July 24, 2007 > College Shopping List
College Shopping List
By Mekala Raman
As August approaches, millions of students prepare for yet another year of school. Of this group, there is a special group of students preparing for one of the biggest changes in their lives - the first year of college. A month ago, these high school seniors laughed and cried as they remembered all the experiences they had shared with their classmates for the past twelve years. The energy that had previously been used for studying and classes was redirected to spend more quality "hanging-out time" with friends instead of studying and to go for afternoon adventures instead of classes. On graduation day, these same seniors proudly received the slips of paper that declared that they were high school alumni and left Grad Night knowing that many of them were college-bound freshmen about to leave all this familiarity behind.
Now, a month later, the imminent freshmen have had time to get through their nostalgic feelings and a new emotion has worked its way through...anxiety. The realization finally hits many of them that they will be leaving home for an extended period for the first time. They will be away from parents and living in a new residence all by themselves. At this point, the most nerve-wracking activity is shopping. Since many things have been taken for granted while living at home, it is difficult to think of all the basic necessities needed in the new residence, let alone the luxuries that will ensure truly comfortable living.
To help some of you who are going through a dilemma like this, I compiled a list of items and tips that helped me through my first year of college:
* Make sure you know the size of the beds in the dormitories and purchase the appropriate bed set. It is more convenient to have at least two sets of sheets in case you have to sleep while you are washing your sheets or if your sheets accidentally get left behind in the laundry at your parent's house.
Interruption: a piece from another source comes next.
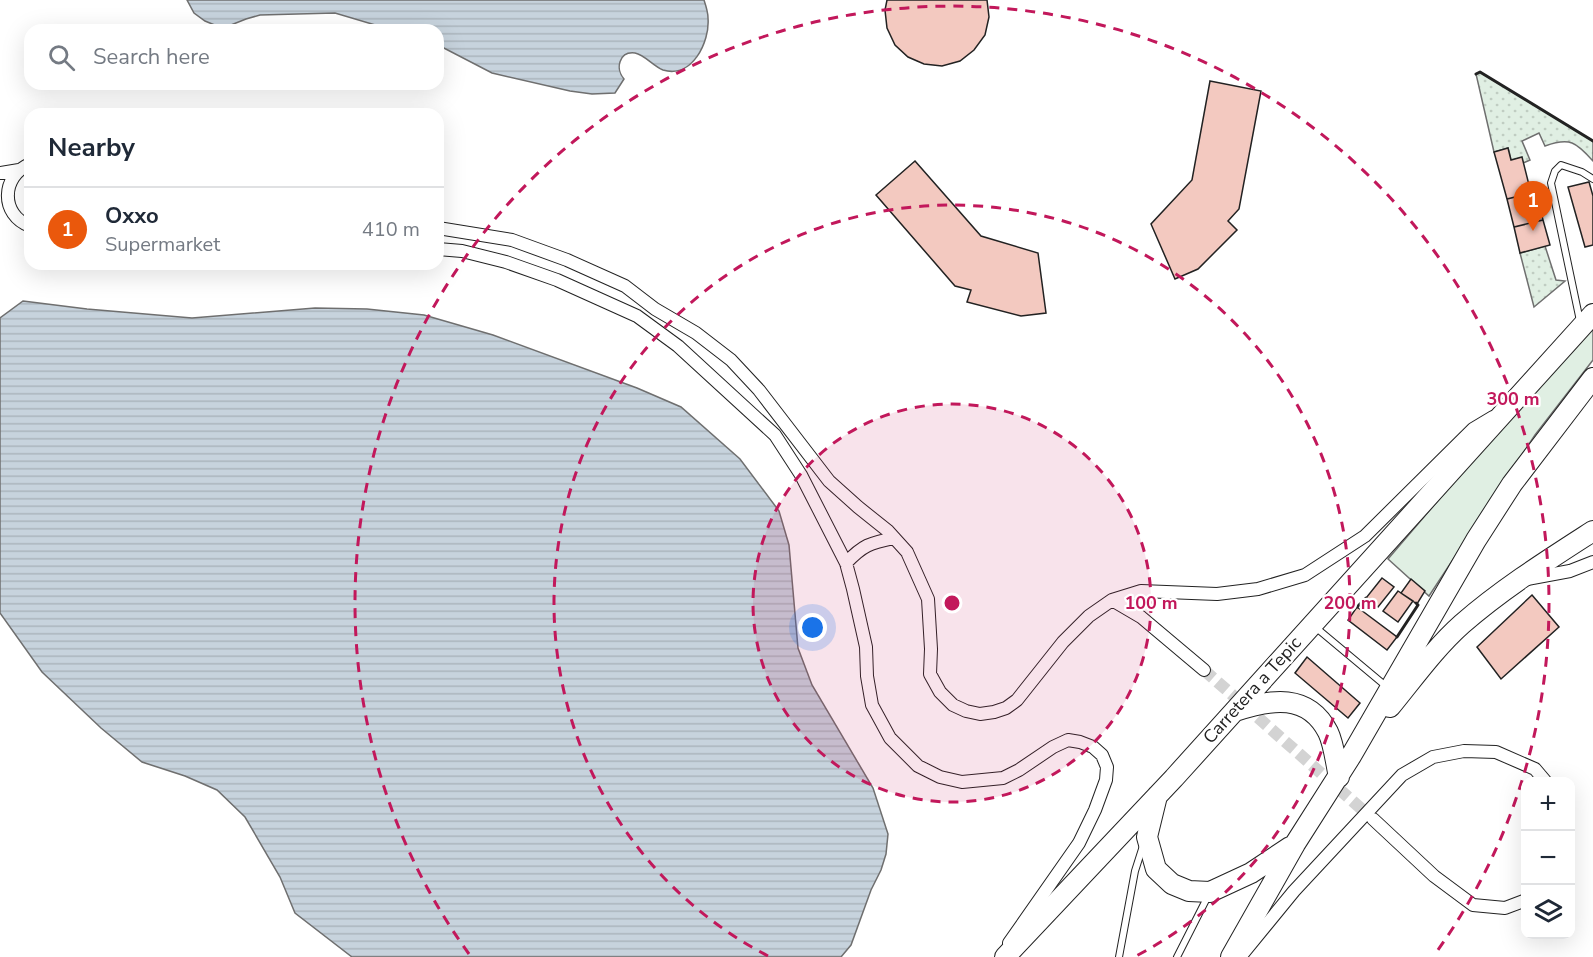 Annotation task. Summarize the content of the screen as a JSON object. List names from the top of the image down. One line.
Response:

* Make sure you pack your pillow - they are easy to forget, since they are usually kept separately.
* Check to see if your dormitory provides wireless Internet or if you need to bring your own Ethernet cord. Alternately, you may want to bring your own wireless firewall/router if the campus policy allows it.
* Most students bring a laptop computer, as it travels easily with you, but a desktop computer is quite adequate for most situations.
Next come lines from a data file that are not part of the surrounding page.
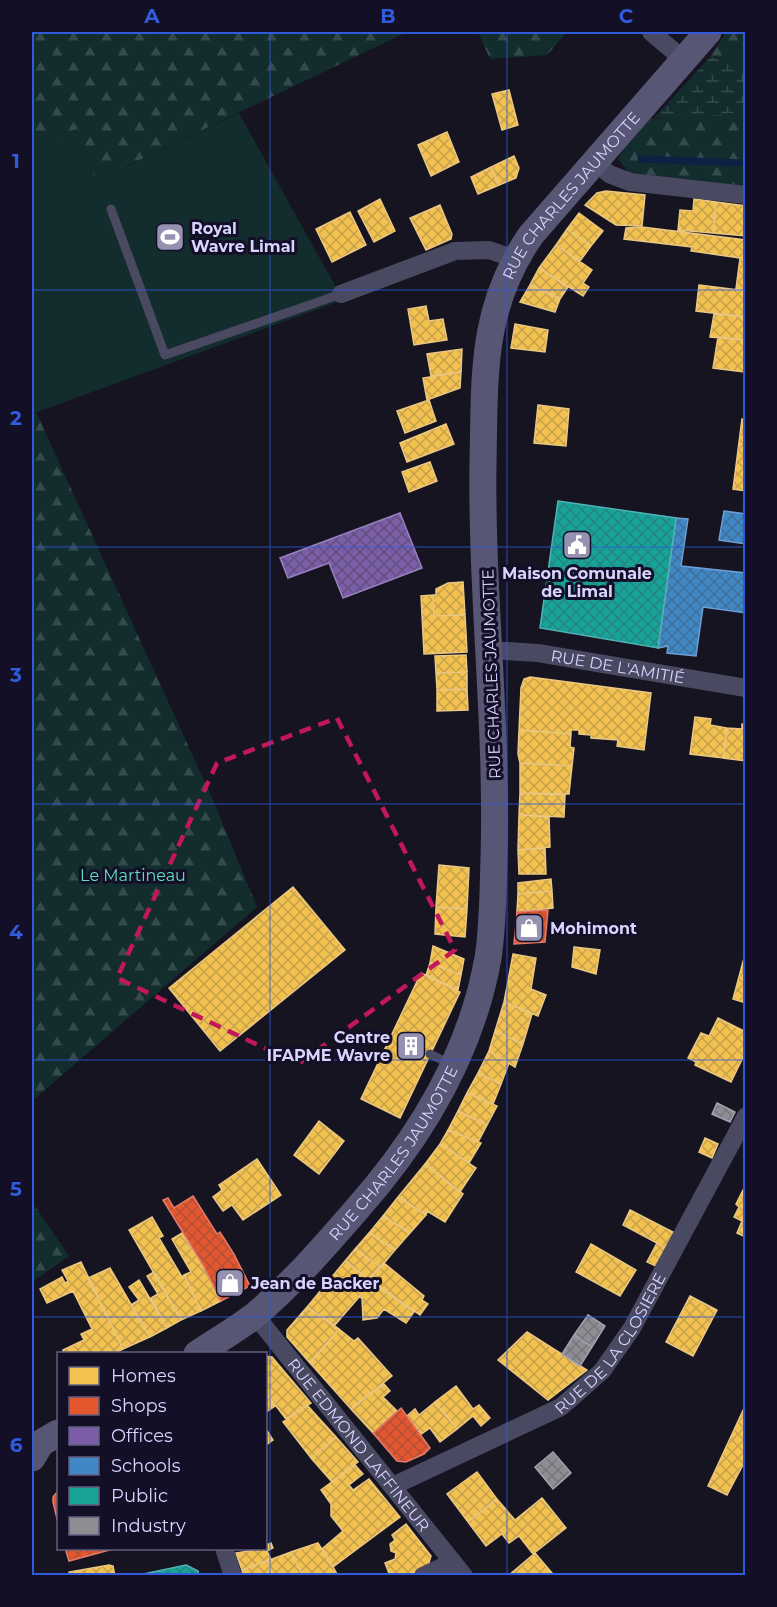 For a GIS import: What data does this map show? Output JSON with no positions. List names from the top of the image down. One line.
{"streets":{"main road":["RUE CHARLES JAUMOTTE"],"street":["RUE DE L'AMITIÉ","RUE DE LA CLOSIERE","RUE EDMOND LAFFINEUR"]},"crossings":[["RUE CHARLES JAUMOTTE","RUE DE L'AMITIÉ"],["RUE CHARLES JAUMOTTE","RUE EDMOND LAFFINEUR"],["RUE DE LA CLOSIERE","RUE EDMOND LAFFINEUR"]],"parks":["Le Martineau"],"places":{"sports":["Royal Wavre Limal"],"public building":["Maison Comunale de Limal"],"shop":["Mohimont","Jean de Backer"],"building":["Centre IFAPME Wavre"]},"legend":["Homes","Shops","Offices","Schools","Public","Industry"],"grid":{"columns":["A","B","C"],"rows":["1","2","3","4","5","6"]}} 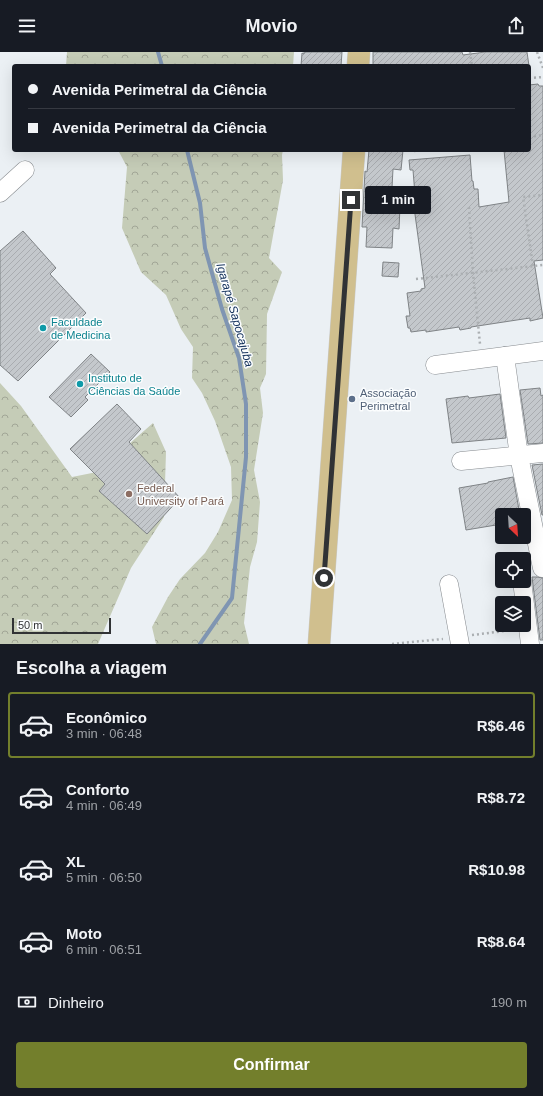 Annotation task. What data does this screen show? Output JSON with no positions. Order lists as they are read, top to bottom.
{
  "water": ["Igarapé Sapocajuba"],
  "places": [
    "Faculdade de Medicina",
    "Instituto de Ciências da Saúde",
    "Associação Perimetral",
    "Federal University of Pará"
  ],
  "scale_bar": "50 m",
  "north": "bottom right",
  "page": {
    "header": "Movio",
    "banner": ["Avenida Perimetral da Ciência", "Avenida Perimetral da Ciência"],
    "bubble": "1 min",
    "scale": "50 m",
    "heading": "Escolha a viagem",
    "list": [
      {
        "name": "Econômico",
        "note": "3 min · 06:48",
        "value": "R$6.46"
      },
      {
        "name": "Conforto",
        "note": "4 min · 06:49",
        "value": "R$8.72"
      },
      {
        "name": "XL",
        "note": "5 min · 06:50",
        "value": "R$10.98"
      },
      {
        "name": "Moto",
        "note": "6 min · 06:51",
        "value": "R$8.64"
      }
    ],
    "pay": ["Dinheiro", "190 m"],
    "buttons": "Confirmar"
  }
}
* Bring a power strip and an extension cord. You will need to have a place to plug in a power cord for your computer, a lamp, a cell phone charger, an alarm clock, etc.
* Bring an appropriate amount of books and DVDs for your free time - you know you won't be studying all the time.
* If you watch a good amount of television and like your privacy, purchasing your own television set would be a good investment. You might want to check whether your roommate is thinking of bringing one and the two of you could come to some sort of agreement. If neither person brings a T.V. set, but you still want to watch T.V. shows, most common rooms or lounges have television sets that can be shared by the other residents in the building.
* It is a good idea to bring varying sizes of trash bags. Since you will be doing a lot of eating in your room, any remnants of the food or drink will be thrown away in your room's garbage cans. If these food particles are left in contact with the walls of the trash can for too long, you will get a nice, healthy growth of mold. This tip comes from a personal, and very messy, experience.
* Along the same lines, it is a good idea to bring Tupperware boxes to store food in your dorm room. It is also a good idea to clean out the dishes after the food is gone.
* Most dorm rooms are either equipped with a refrigerator and a microwave or you can rent one. However, you also have the option of bringing your own, so think about which option you prefer.
* Take a few pots and large spoons to make quick dishes like macaroni and cheese. It is not necessary to take packs of disposable cutlery. One spoon, one fork, and one knife are sufficient because you can keep washing them after each use. You should pack some dish soap and a sponge to wash these dishes.
* Definitely stock up on all of your favorite snacks and granola bars because, even if you didn't before, most students end up eating all the time and snacking heavily.
* Bring a large pack of bottled water because they are handy to take to class and for making microwavable dishes in your dorm room.
* Find out where the ATM machine for your bank account is located. You will need cash for some shopping or when you go out for meals.
* Make sure you take a good supply of batteries because there are many appliances that will use battery power like calculators, flashlights, cameras, etc.
* Get a bathrobe if you would rather change in your room than in the bathroom after taking a shower. Also, get a small basket to keep all your bath supplies together.
* Get a combination lock for any lockers you may need to use around campus. Some bathrooms have lockers for your supplies, so the lock would come in handy for that. Make sure to check out the bathroom early to get the shelf or locker that you like.
* If you are thinking of taking a bike to school, it is best to get a used bike and get it refurbished. It is helpful to attach a basket to either the front or back of the bike to hold books, purses, etc. You will also need a bike light for nighttime biking and a safety lock.
* If your room is not carpeted, think about buying a rug. Again check with your roommate first to make sure you are not duplicating efforts.
I hope this list will be helpful. Good luck to the class of 2011!